Deep origin of eukaryotes outside Heimdallarchaeia within Asgardarchaeota
“I don’t know if it makes a difference to safety?” perception vs actuality: A mixed-methods study on older adults’ experiences of home stair falls revealed during COVID-19 lockdown
In the United Kingdom (UK), stair falls in older adults’ homes cause up to 575 deaths and 350,000 injuries annually, costing the NHS £435 million. The stair falls may be related to hazards such as poorly designed/absent handrails, too steep/narrow stairs, poor step surface (e.g., loose carpets), and poor lighting. Our study aimed to understand older adults’ experiences of independent living and home stair falls during the first COVID-19 lockdown, and shed light on older adults’ physical staircase dimensions that influence stair fall risks in relation to UK government guidelines. A mixed-methods approach was employed, conducting semi-structured interviews alongside quantitative home stair assessments with 22 participants aged ≥ 60 years. The stair assessments captured the physical dimensions (i.e., measurements of pitch, rise and goings) of their home stairs, and if they perceived their stairs safe to negotiate. We identified four overarching themes common across older people living independently: effects of lockdown on daily living during the COVID-19 pandemic; stair-related accidents and perceived causes; fall preventative measures and safety awareness; and attitudes towards ageing and care services.
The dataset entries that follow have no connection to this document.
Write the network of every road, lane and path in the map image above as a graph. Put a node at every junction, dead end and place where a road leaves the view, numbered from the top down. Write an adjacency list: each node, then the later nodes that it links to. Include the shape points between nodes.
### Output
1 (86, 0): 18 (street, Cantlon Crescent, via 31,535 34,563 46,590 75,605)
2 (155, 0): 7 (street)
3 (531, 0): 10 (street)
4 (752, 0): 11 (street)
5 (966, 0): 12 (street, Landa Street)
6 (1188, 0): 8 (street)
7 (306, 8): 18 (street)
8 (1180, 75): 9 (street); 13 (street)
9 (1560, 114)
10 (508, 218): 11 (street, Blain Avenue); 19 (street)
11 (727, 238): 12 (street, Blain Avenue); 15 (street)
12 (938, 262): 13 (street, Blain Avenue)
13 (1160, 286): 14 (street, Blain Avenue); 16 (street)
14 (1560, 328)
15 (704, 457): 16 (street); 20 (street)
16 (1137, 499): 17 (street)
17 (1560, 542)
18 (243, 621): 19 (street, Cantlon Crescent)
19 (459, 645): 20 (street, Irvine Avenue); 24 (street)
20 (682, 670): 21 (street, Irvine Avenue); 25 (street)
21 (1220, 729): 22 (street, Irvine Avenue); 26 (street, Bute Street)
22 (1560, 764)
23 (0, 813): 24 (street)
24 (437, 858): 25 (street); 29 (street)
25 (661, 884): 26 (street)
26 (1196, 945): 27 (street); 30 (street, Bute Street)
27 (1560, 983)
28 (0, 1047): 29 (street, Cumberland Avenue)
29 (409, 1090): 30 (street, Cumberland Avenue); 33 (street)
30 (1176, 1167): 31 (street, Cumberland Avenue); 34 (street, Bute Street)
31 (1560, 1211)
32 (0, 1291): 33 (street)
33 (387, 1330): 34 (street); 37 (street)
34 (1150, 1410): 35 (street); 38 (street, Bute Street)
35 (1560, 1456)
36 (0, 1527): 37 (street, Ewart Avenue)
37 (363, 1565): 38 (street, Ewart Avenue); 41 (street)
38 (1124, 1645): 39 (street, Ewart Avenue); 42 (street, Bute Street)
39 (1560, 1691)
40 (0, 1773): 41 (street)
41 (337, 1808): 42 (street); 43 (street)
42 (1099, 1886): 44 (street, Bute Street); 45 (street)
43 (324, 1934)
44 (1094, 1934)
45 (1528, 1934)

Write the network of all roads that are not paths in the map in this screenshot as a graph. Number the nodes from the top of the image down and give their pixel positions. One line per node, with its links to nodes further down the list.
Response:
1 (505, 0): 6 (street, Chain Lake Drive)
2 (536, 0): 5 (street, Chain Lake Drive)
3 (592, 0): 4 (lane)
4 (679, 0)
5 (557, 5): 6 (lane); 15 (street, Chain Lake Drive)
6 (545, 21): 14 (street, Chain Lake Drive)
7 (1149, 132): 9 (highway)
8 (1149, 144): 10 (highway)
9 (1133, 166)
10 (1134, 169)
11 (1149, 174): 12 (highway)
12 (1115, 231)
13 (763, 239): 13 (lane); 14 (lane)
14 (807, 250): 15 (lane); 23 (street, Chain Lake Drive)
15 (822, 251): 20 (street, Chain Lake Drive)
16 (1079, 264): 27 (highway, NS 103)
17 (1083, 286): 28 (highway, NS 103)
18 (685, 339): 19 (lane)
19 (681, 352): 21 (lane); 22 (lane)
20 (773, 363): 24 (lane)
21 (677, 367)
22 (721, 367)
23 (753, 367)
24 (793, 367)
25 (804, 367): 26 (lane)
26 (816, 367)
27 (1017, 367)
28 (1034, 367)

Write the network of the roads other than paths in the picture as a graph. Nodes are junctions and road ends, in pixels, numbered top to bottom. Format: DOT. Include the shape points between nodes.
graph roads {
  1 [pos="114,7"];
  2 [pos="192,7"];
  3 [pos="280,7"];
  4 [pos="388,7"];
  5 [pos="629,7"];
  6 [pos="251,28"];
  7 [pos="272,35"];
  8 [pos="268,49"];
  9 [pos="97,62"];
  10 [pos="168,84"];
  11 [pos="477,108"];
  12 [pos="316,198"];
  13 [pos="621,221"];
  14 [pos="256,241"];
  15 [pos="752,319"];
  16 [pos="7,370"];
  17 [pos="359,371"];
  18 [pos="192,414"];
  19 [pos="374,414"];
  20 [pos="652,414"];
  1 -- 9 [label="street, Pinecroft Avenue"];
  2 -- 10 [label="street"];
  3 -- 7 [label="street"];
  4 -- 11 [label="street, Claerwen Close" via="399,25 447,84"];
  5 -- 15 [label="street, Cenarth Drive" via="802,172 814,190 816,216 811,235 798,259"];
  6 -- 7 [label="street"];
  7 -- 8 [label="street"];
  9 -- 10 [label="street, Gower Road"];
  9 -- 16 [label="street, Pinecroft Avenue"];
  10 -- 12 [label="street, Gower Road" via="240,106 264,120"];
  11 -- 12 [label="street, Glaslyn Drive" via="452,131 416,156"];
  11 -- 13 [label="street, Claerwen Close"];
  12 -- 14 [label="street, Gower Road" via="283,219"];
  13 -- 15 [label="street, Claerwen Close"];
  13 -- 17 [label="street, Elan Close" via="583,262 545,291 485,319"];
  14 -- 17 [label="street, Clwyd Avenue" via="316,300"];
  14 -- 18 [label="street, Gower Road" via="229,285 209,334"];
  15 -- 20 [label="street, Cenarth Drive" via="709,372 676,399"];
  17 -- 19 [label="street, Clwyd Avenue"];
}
Although all of the participants perceived their stairs to be safe, nearly half of participants’ staircases (40%) did not meeting the UK government guidelines for pitch, rise and going. While the COVID-19 lockdown provided a unique context for exploring fall risk and stair safety, our findings highlight broader, ongoing issues. Despite emotional attachment to their homes, many lacked staircases that meet current UK government guidelines, highlighting a need for targeted interventions to mitigate environmental hazards. Additionally, financial constraints and education further complicate efforts to enhance home safety. Discrepancies between perceived and objective safety assessments highlight the need for comprehensive care approaches and evidence-based home design guidelines, allowing for collaborative support for ageing in place. Bridging this gap is essential for reducing home stair falls.